In 1922 three men named John Glover died or were killed. On February 17, 1922, a worker of the Shelton turpentine still which used the Peonage debt system to keep their workers, John Glover was killed after committing "one of the first mass school shootings". Five months later John Glover, a white Confederate veteran who was one of the wealthiest citizens in Rome, Georgia died of natural causes. Finally, in August 1922 John "Cockey" Glover was lynched by a mob after allegedly taking part in the shooting of "particularly brutal White sheriff’s deputy" Walter C. Byrd.

Background
Six feet, five inches tall Deputy Sheriff Walter C. Byrd started working at the local prison but he was so brutal to its inmates that he was transferred to the Sheriff's department. There he developed a reputation for racial brutality. Just after 6:00 PM on July 29, 1922, Byrd entered Hatfield's Pool Hall on Hollywood Avenue in Macon. The pool hall was owned by Charles Henry Douglass, the wealthiest Black man in Macon. In Hatfield a scuffle broke out and claiming self-defense Glovers shot Walter C. Byrd. Another deputy there, Romas Raley, shot and killed George Marshall and mortally wounded Samuel Brooks, two Black men who happened to be playing pool.

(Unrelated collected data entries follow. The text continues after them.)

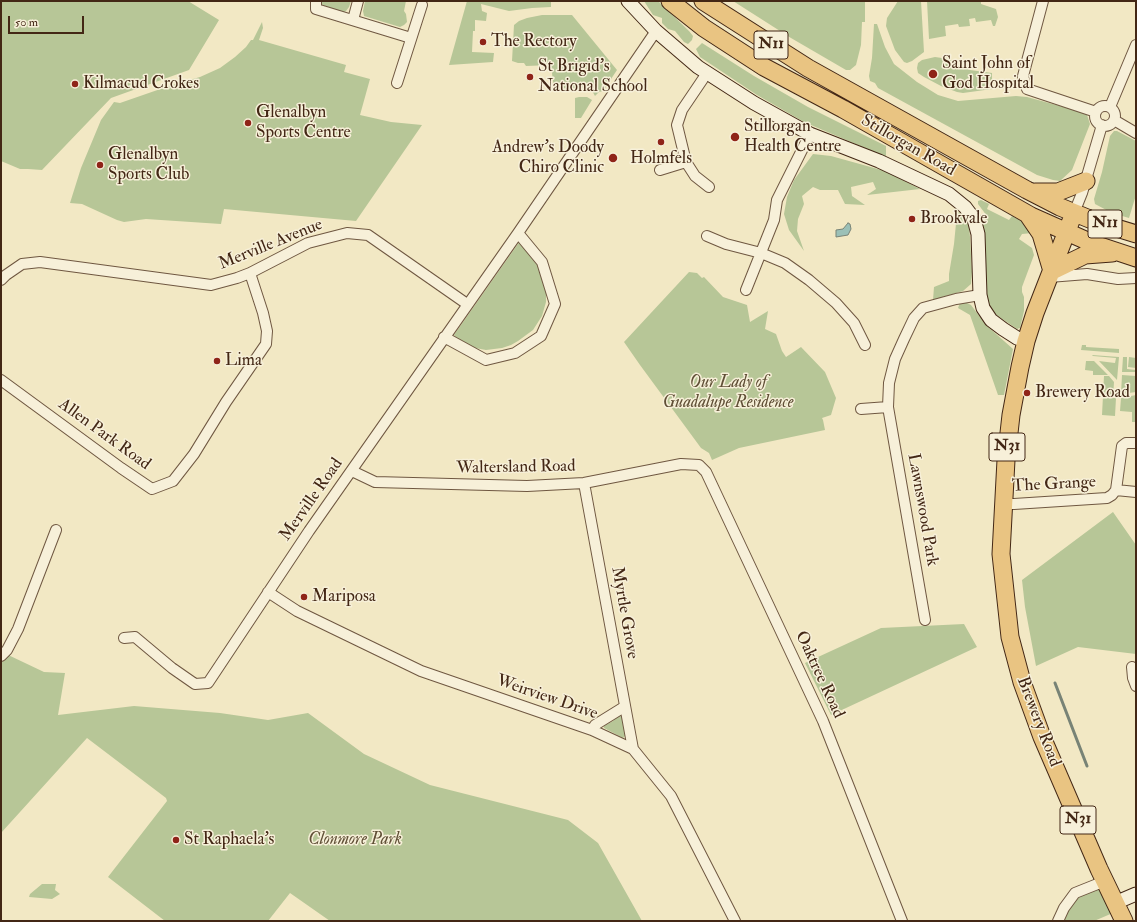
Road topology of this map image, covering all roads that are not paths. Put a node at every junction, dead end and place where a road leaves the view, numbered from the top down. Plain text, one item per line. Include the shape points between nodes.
1 (316, 1) edge
2 (358, 1) edge
3 (628, 1) edge
4 (670, 1) edge
5 (703, 1) edge
6 (1043, 1) edge
7 (422, 5) dead end
8 (353, 20) junction
9 (656, 31) junction
10 (411, 38) junction
11 (1136, 45) edge
12 (707, 73) junction
13 (397, 83) dead end
14 (1110, 107) junction
15 (1096, 112) junction
16 (1114, 120) junction
17 (1102, 126) junction
18 (1136, 133) edge
19 (810, 134) junction
20 (686, 162) junction
21 (660, 170) dead end
22 (1086, 181) junction
23 (709, 187) dead end
24 (1027, 190) junction
25 (1074, 213) junction
26 (1027, 214) junction
27 (518, 233) junction
28 (1066, 233) junction
29 (1136, 234) edge
30 (707, 236) dead end
31 (1117, 252) junction
32 (761, 254) junction
33 (1136, 258) edge
34 (250, 273) junction
35 (1050, 274) junction
36 (1136, 278) edge
37 (1, 280) edge
38 (746, 290) dead end
39 (980, 295) junction
40 (467, 304) junction
41 (444, 337) junction
42 (1026, 341) junction
43 (865, 345) dead end
44 (1, 380) edge
45 (888, 407) junction
46 (861, 409) dead end
47 (1136, 443) edge
48 (681, 464) joint
49 (352, 471) junction
50 (584, 483) junction
51 (1116, 490) junction
52 (1136, 492) edge
53 (1003, 504) junction
54 (56, 530) dead end
55 (268, 592) junction
56 (925, 620) dead end
57 (124, 638) dead end
58 (1, 656) edge
59 (1132, 667) dead end
60 (1136, 686) edge
61 (624, 707) junction
62 (592, 730) junction
63 (633, 750) junction
64 (1105, 881) junction
65 (1136, 894) edge
66 (1115, 903) junction
67 (735, 921) edge
68 (902, 921) edge
69 (1058, 921) edge
70 (1124, 921) edge

1 - 8 street via 316,9
2 - 8 street
3 - 9 street
4 - 26 highway, Stillorgan Road / N11 via 704,28 764,67
5 - 24 highway, Stillorgan Road / N11 via 808,68
6 - 15 street via 1023,76 1027,89
7 - 10 street
8 - 10 street
9 - 12 street
9 - 27 street, Merville Road
10 - 13 street
11 - 14 street
12 - 19 street
12 - 20 street via 682,110 677,125
14 - 15 street via 1103,106
14 - 16 street via 1114,111
15 - 17 street via 1097,122
16 - 17 street via 1109,125
16 - 18 street
17 - 22 street
19 - 32 street via 777,200 774,220
19 - 39 street via 879,161 950,194 965,207 974,219 978,234
20 - 21 street
20 - 23 street via 695,176
22 - 24 highway via 1058,192 1038,193
22 - 25 street
24 - 25 highway, Stillorgan Road / N11
25 - 28 highway, Brewery Road / N31
25 - 29 highway, Stillorgan Road / N11
26 - 28 highway, Stillorgan Road / N11
26 - 35 highway via 1041,234
27 - 40 street, Merville Road
27 - 41 street via 542,262 555,304 541,336 515,353 486,360
28 - 31 highway, Stillorgan Road / N11
28 - 35 highway, Brewery Road / N31
30 - 32 street
31 - 33 highway, Stillorgan Road / N11
31 - 35 highway via 1085,255
32 - 38 street
32 - 43 street via 785,263 836,303 854,323
34 - 37 street, Merville Avenue via 212,285 40,262 22,264
34 - 40 street, Merville Avenue via 308,243 347,233 368,235
34 - 44 street, Allen Park Road via 263,313 267,331 266,344 194,454 173,481 152,489
35 - 36 street
35 - 42 highway, Brewery Road / N31
39 - 42 street via 983,308 991,320 1012,336
39 - 45 street, Lawnswood Park via 923,308 914,318 895,359 889,383
40 - 41 street, Merville Road
41 - 49 street, Merville Road
42 - 53 highway, Brewery Road / N31 via 1011,415
45 - 46 street
45 - 56 street, Lawnswood Park
47 - 51 street, The Grange via 1126,442 1122,446
48 - 50 street, Waltersland Road
48 - 68 street, Oaktree Road via 699,465 706,472 823,721
49 - 50 street, Waltersland Road via 375,482 527,486
49 - 55 street, Merville Road
50 - 61 street, Myrtle Grove
51 - 52 street
51 - 53 street, The Grange via 1107,498
53 - 64 highway, Brewery Road / N31 via 1001,554 1005,592 1010,637 1022,682 1042,737
54 - 58 street via 18,629
55 - 57 street, Merville Road via 208,683 195,684 135,637
55 - 62 street, Weirview Drive via 297,611 421,671
59 - 60 street via 1132,678
61 - 62 street
61 - 63 street, Myrtle Grove
62 - 63 street, Weirview Drive
63 - 67 street, Weirview Drive via 671,796
64 - 66 highway, Brewery Road / N31
64 - 69 street via 1075,893
65 - 66 street
66 - 70 highway, Brewery Road / N31

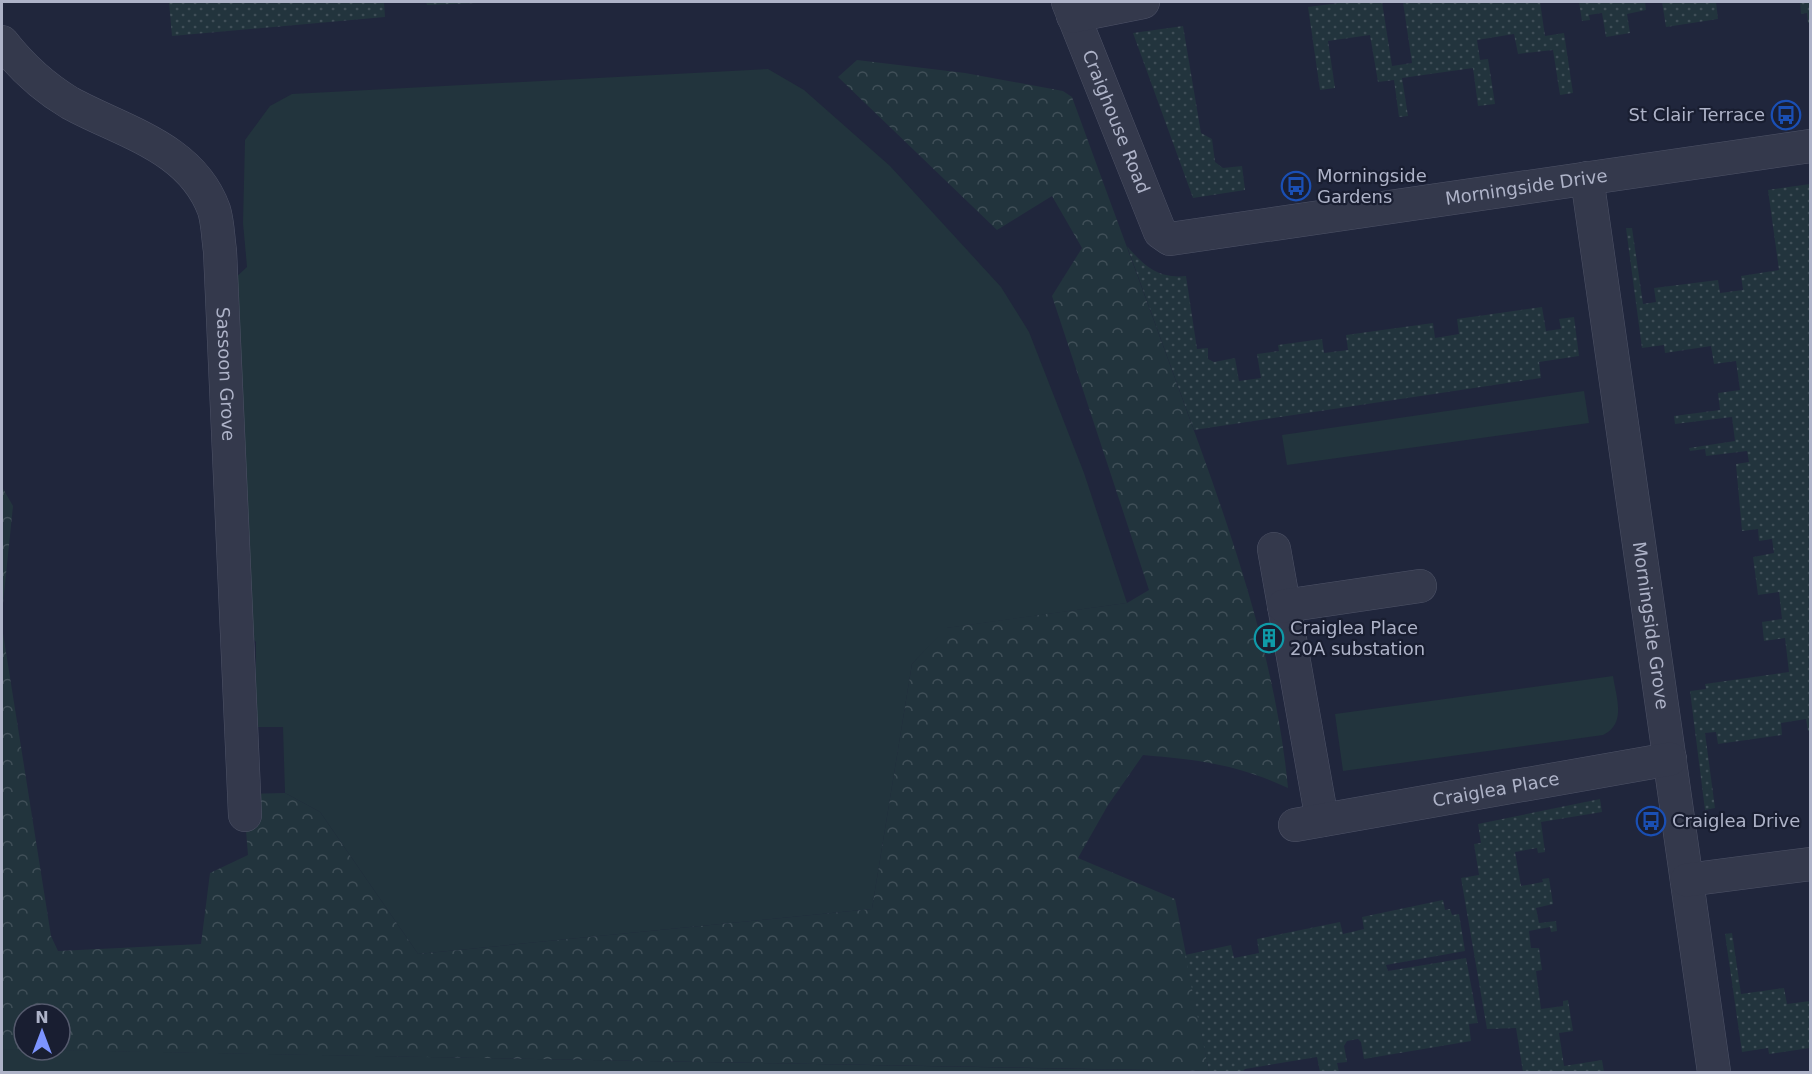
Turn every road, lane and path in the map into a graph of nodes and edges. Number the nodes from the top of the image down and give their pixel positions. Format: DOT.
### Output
graph roads {
  1 [pos="1143,2"];
  2 [pos="1070,9"];
  3 [pos="2,42"];
  4 [pos="1810,146"];
  5 [pos="1587,178"];
  6 [pos="1170,239"];
  7 [pos="1274,549"];
  8 [pos="1420,586"];
  9 [pos="1284,606"];
  10 [pos="1670,759"];
  11 [pos="245,815"];
  12 [pos="1810,864"];
  13 [pos="1686,880"];
  14 [pos="1714,1072"];
  1 -- 2 [label="street"];
  2 -- 6 [label="street, Craighouse Road"];
  3 -- 11 [label="street, Sassoon Grove"];
  4 -- 5 [label="street, Morningside Drive"];
  5 -- 6 [label="street, Morningside Drive"];
  5 -- 10 [label="street, Morningside Grove"];
  7 -- 9 [label="street, Craiglea Place"];
  8 -- 9 [label="street"];
  9 -- 10 [label="street, Craiglea Place"];
  10 -- 13 [label="street, Morningside Grove"];
  12 -- 13 [label="street"];
  13 -- 14 [label="street, Morningside Grove"];
}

Glover was able to escape but the police shut down the city stopping all trains and released a bulletin that read: "John (Cocky) Glover, aged 25, 5 feet 6 or 7inches in height; light mulatto; right eye cocked; wears gray striped pitch-black suit of clothes; clean shaven; neat dresser. Reward of $300 [$ in ] will be paid by the sheriff of Bibb county for his apprehension."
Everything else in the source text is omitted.